Kucinich is frustrated, and understandably so. He ran for president in 2004 on a crystal-clear anti-war platform, and was laughed off the stage by the city's pundit class. He watched the Democrats wrestle Congress from Republicans in large part because of that war's unpopularity. Two years later the White House is sending more troops to Iraq, he's running for president on an anti-war platform, and he's being laughed off the stage by pundits.
"It's almost as if the November elections never happened," Kucinich says. "The default position of the Democratic Party is to stay in Iraq. You win the election and then you take the war off the table? You promise not to defund the war, which you are constitutional empowered to do? I fundamentally reject that, and I will do everything in my power to stop this war."

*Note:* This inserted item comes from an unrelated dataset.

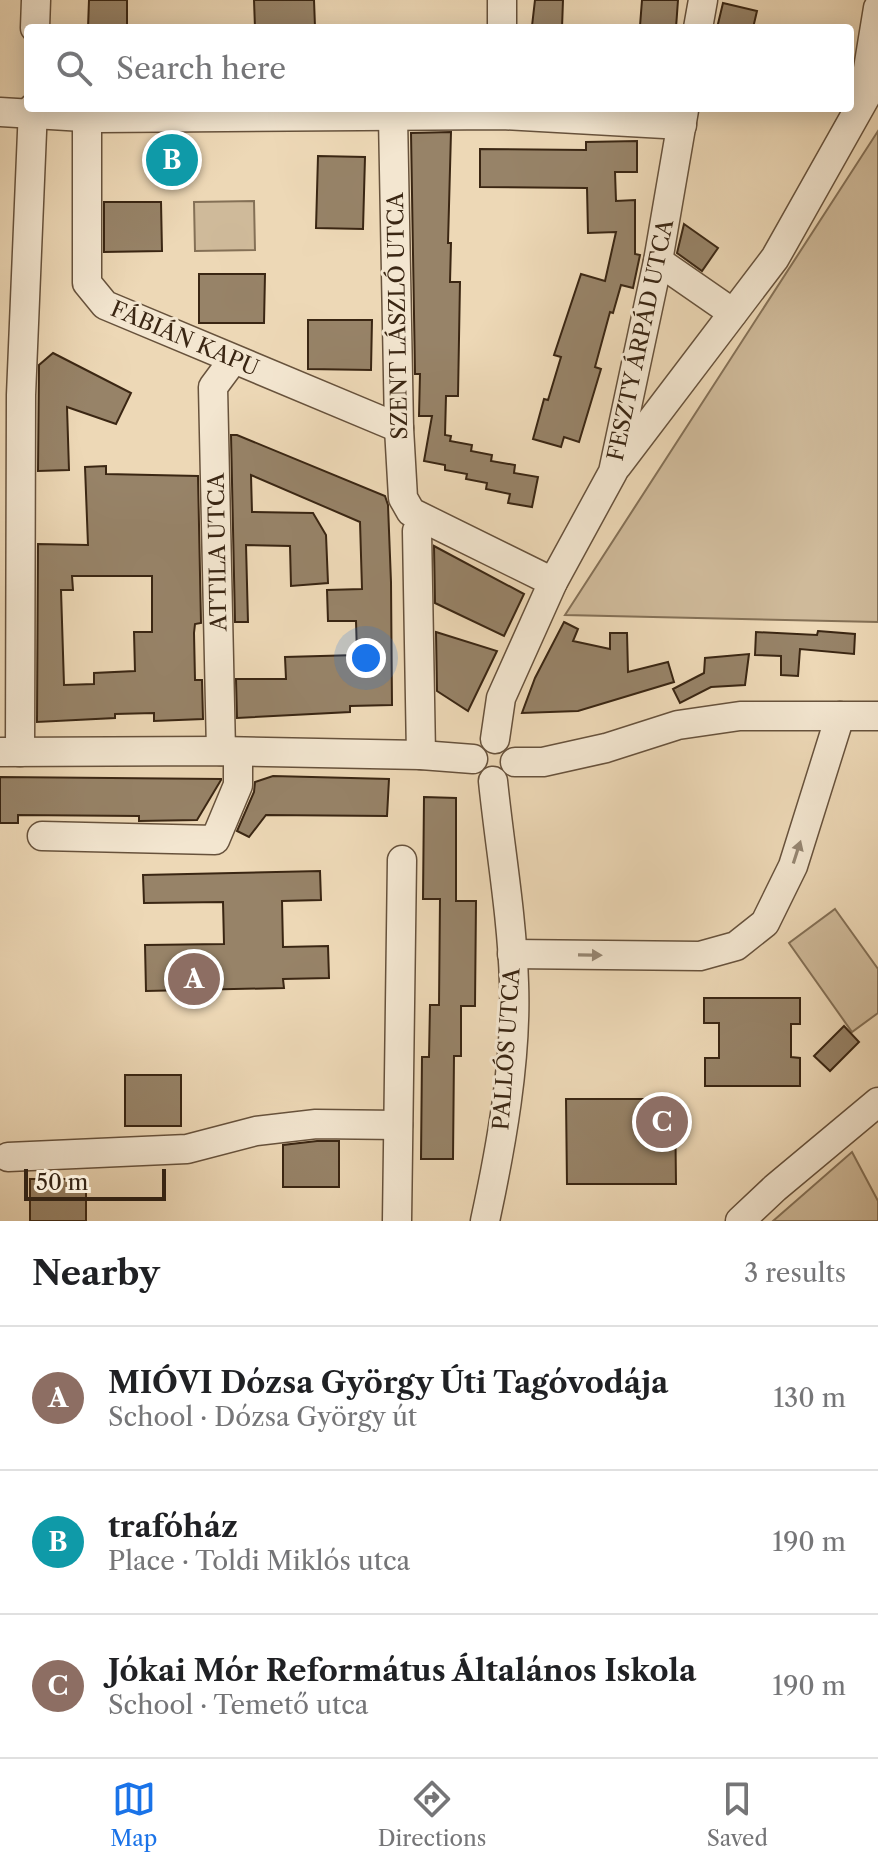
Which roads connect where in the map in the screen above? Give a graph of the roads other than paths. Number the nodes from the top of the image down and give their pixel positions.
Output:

How much power does Kucinich have? Better question: Who actually has the power to contest the troop surge when Congress gets its next funding request in February? Rep. John Murtha, the congressman celebrating his 33rd year in Washington by chairing the Defense subcommittee of Appropriations, has informed all askers that he's going to conduct hearings when the question comes up "I don't know how many troops they can get in the field before we get our bill up and passed in the Congress," he told the Washington Post.
Tuesday
Congress is gaveled back into session, and the Democrats race to the podiums to start debating Iraq. Kidding! The majority is actually 30-some hours into its "First 100 Hours" agenda, gearing up for a debate on student loan interest rates and how much to slash them.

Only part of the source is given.